Top of Records supplied

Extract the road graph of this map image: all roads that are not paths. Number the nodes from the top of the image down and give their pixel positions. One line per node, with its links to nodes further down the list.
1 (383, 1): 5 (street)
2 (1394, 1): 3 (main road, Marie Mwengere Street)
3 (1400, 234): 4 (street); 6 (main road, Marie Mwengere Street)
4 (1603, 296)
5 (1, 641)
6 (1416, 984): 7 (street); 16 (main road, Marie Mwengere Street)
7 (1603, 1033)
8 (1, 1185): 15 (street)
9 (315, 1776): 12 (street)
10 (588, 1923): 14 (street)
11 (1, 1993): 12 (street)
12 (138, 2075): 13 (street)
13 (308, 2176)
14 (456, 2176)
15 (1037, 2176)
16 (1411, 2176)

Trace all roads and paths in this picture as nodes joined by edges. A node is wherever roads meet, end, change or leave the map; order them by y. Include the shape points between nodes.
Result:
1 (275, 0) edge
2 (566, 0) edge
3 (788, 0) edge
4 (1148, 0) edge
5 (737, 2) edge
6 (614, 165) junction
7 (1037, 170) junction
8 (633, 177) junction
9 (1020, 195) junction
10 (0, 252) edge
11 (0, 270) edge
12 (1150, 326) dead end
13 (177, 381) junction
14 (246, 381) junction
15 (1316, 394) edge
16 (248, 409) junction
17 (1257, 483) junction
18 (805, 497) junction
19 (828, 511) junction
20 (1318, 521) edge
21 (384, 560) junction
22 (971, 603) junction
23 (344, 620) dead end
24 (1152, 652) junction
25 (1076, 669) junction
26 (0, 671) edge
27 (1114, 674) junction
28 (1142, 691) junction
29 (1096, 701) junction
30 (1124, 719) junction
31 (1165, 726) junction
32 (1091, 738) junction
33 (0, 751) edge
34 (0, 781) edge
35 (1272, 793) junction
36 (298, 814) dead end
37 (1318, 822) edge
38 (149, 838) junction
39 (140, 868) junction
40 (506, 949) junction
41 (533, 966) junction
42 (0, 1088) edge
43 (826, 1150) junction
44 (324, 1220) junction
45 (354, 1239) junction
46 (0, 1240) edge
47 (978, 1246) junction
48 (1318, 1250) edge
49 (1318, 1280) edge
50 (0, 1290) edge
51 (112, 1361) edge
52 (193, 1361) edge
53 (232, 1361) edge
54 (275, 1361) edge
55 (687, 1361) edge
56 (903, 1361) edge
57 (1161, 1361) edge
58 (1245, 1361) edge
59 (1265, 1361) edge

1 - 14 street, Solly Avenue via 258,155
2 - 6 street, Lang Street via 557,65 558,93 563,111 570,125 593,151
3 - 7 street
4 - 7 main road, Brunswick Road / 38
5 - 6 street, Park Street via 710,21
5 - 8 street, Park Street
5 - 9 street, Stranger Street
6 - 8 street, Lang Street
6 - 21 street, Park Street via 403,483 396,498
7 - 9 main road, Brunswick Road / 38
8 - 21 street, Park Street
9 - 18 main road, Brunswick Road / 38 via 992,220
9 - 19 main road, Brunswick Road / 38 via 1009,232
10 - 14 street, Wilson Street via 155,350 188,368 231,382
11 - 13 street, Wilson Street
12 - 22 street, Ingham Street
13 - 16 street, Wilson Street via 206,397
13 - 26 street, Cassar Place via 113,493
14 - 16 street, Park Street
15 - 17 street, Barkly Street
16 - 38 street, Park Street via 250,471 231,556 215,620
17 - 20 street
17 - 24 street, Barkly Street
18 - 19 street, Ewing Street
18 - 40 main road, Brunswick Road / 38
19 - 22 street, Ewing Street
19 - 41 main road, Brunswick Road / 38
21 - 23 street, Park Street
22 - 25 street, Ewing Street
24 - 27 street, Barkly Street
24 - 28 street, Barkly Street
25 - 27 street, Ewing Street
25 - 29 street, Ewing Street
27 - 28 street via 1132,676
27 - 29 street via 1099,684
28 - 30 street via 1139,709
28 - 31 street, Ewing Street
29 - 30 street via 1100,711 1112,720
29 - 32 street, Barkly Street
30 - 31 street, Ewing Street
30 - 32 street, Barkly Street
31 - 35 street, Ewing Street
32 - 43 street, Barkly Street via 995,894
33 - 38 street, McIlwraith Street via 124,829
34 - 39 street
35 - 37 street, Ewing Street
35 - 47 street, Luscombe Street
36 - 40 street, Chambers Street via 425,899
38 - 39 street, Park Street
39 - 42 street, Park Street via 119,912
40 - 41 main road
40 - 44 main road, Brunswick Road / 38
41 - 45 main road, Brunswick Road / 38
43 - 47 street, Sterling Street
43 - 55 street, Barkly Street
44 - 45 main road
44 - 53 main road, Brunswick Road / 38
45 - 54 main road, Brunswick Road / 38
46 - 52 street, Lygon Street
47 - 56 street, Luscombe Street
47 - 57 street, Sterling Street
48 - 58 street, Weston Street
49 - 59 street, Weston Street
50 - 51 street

Bottom of Records supplied

- Exercise directions
Lines containing the word "Park" are to be pulled from the records and copied.

- Solution to this exercise
5 - 6 street, Park Street via 710,21
5 - 8 street, Park Street
6 - 21 street, Park Street via 403,483 396,498
8 - 21 street, Park Street
14 - 16 street, Park Street
16 - 38 street, Park Street via 250,471 231,556 215,620
21 - 23 street, Park Street
38 - 39 street, Park Street
39 - 42 street, Park Street via 119,912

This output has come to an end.